The trio came up with a plot that would shame even porn filmmakers — in Arizona a dead cow floating in a lake farts out bunch of prehistoric Piranhas who make their way to a nude water park full of strippers owned by a sleazy stepfather (David Koechner). To think that this premise was the collective creative input of three writers and three editors boggles the mind.
There are a bunch of the stock horny shrill spectacularly stupid teenagers in the form of Danielle Panabaker, Matt Bush and Katrina Bowden, and a collection of horribly acting cult favorites including Ving Rhames and Gary Busey in bit roles.
We’re treated to scenes like a Piranha getting stuck in the anus of a fat man, the removal of which results in 3D views of the man’s feces; a woman who is attacked by Piranhas in a van while having sex and whose boyfriend is also unable to escape because he was handcuffed; and another scenario which results in a girl saying ‘Josh cut off his penis because something came out of my vagina’.
There is also a ‘crotch cam’ in the swimming pool to click pictures when women climb the ladder out. Classy.
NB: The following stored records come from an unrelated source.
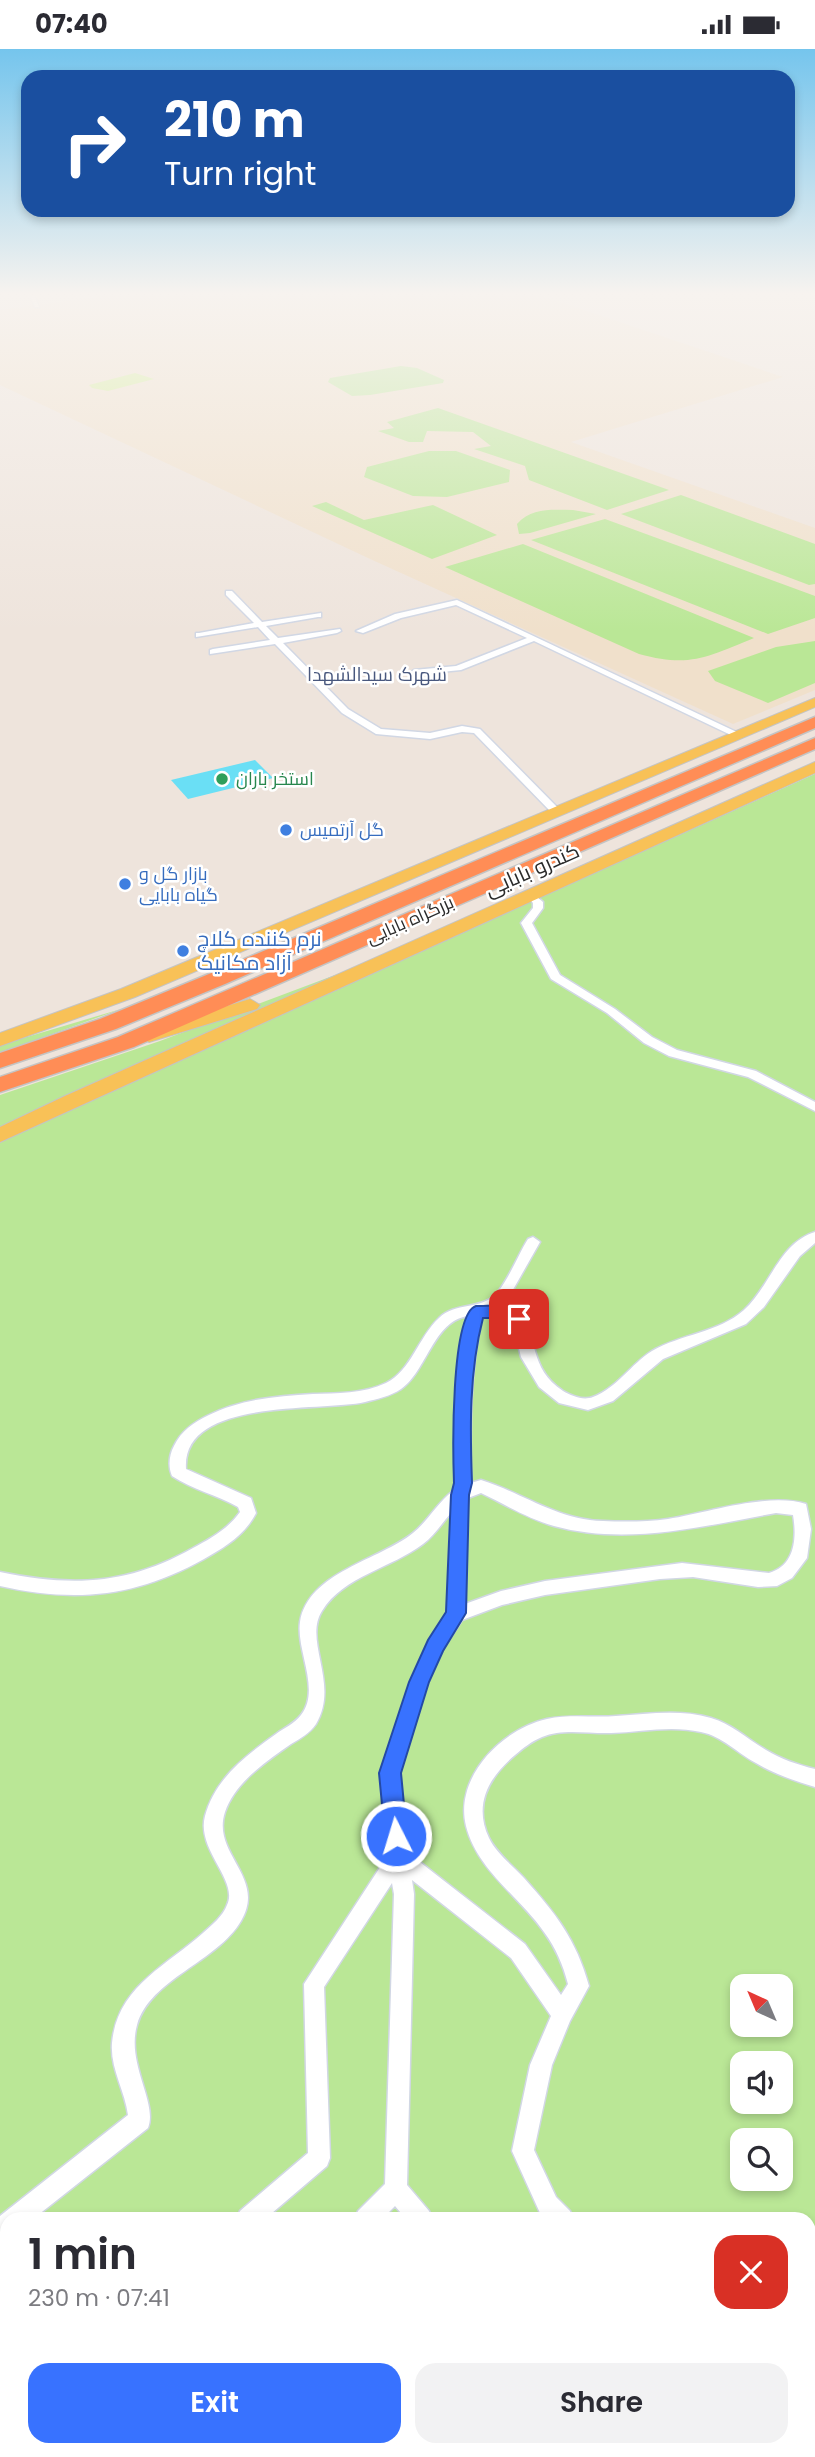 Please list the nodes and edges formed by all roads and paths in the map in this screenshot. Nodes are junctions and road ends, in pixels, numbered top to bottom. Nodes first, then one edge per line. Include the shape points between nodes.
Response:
1 (229, 593) dead end
2 (318, 615) dead end
3 (260, 625) junction
4 (337, 631) dead end
5 (360, 631) dead end
6 (200, 635) dead end
7 (535, 638) junction
8 (276, 642) junction
9 (213, 652) dead end
10 (414, 673) dead end
11 (815, 702) edge
12 (815, 722) edge
13 (738, 735) junction
14 (815, 743) edge
15 (815, 767) edge
16 (556, 811) junction
17 (531, 895) junction
18 (432, 940) junction
19 (217, 979) junction
20 (0, 1040) edge
21 (126, 1042) junction
22 (0, 1061) edge
23 (0, 1085) edge
24 (815, 1107) edge
25 (0, 1135) edge
26 (815, 1237) edge
27 (533, 1242) dead end
28 (476, 1312) junction
29 (460, 1495) junction
30 (0, 1579) edge
31 (456, 1613) junction
32 (815, 1778) edge
33 (398, 1857) junction
34 (562, 2014) junction
35 (396, 2189) junction
36 (24, 2212) edge
37 (256, 2212) edge
38 (373, 2212) edge
39 (415, 2212) edge
40 (555, 2212) edge

1 - 3 street
2 - 3 street
3 - 6 street
3 - 8 street
4 - 8 street
5 - 7 street via 398,615 457,601
7 - 10 street via 458,669
7 - 13 street
8 - 9 street
8 - 16 street via 345,711 379,732 430,736 462,729 477,731
11 - 13 main road, کندرو بابایی
12 - 19 highway, بزرگراه بابایی
13 - 16 main road, کندرو بابایی
14 - 21 highway, بزرگراه بابایی
15 - 17 main road, کندرو بابایی
16 - 20 main road, کندرو بابایی via 117,998
17 - 18 main road, کندرو بابایی
17 - 24 street via 538,908 526,923 555,977 673,1053 752,1074
18 - 21 main road via 229,1013
18 - 25 main road, کندرو بابایی
19 - 20 main road
19 - 22 highway, بزرگراه بابایی via 108,1024
21 - 23 highway, بزرگراه بابایی
26 - 28 street via 792,1254 766,1298 747,1316 672,1346 602,1399 587,1404 571,1402 546,1385 529,1358 513,1312
27 - 28 street via 501,1298
28 - 29 street via 461,1406
28 - 30 street via 449,1316 411,1371 395,1385 366,1396 247,1407 197,1429 176,1457 178,1472 192,1483 246,1503 248,1513 226,1537 192,1558 141,1582 107,1587 27,1586
29 - 31 street
29 - 31 street via 481,1486 555,1520 601,1528 665,1526 776,1506 800,1509 804,1527 803,1545 794,1566 776,1580 681,1570 515,1596
29 - 36 street via 417,1540 351,1574 310,1616 307,1635 316,1685 310,1717 229,1786 216,1808 212,1825 215,1845 239,1883 234,1913 137,1999 125,2028 126,2071 139,2100 140,2120
31 - 33 street via 419,1682 390,1773
32 - 34 street via 791,1771 730,1734 697,1722 554,1725 526,1735 500,1756 477,1784 473,1819 481,1843 555,1926 566,1945 579,1986
33 - 34 street via 518,1951
33 - 35 street via 404,1894
33 - 37 street via 314,1983 319,2158
34 - 40 street via 541,2065 523,2151
35 - 38 street
35 - 39 street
Oh and there’s David Hasselholf who plays a parody of his character from Baywatch, and has a silly elated expression on his face as if he can’t thank the producers enough for promising him a paycheck.
While blood, nudity and horror-comedy can be goofy fun, Piranha 3DD is neither fun nor entertaining — it’s a disdainful cash grab by greedy grimy hands of people who aren’t much different from the owner of the naked water park. If your taste in movies includes ones where a man’s decapitated head lands between a pair of bloodied woman’s breasts and jiggles for 10 whole seconds, then this is just the movie for you.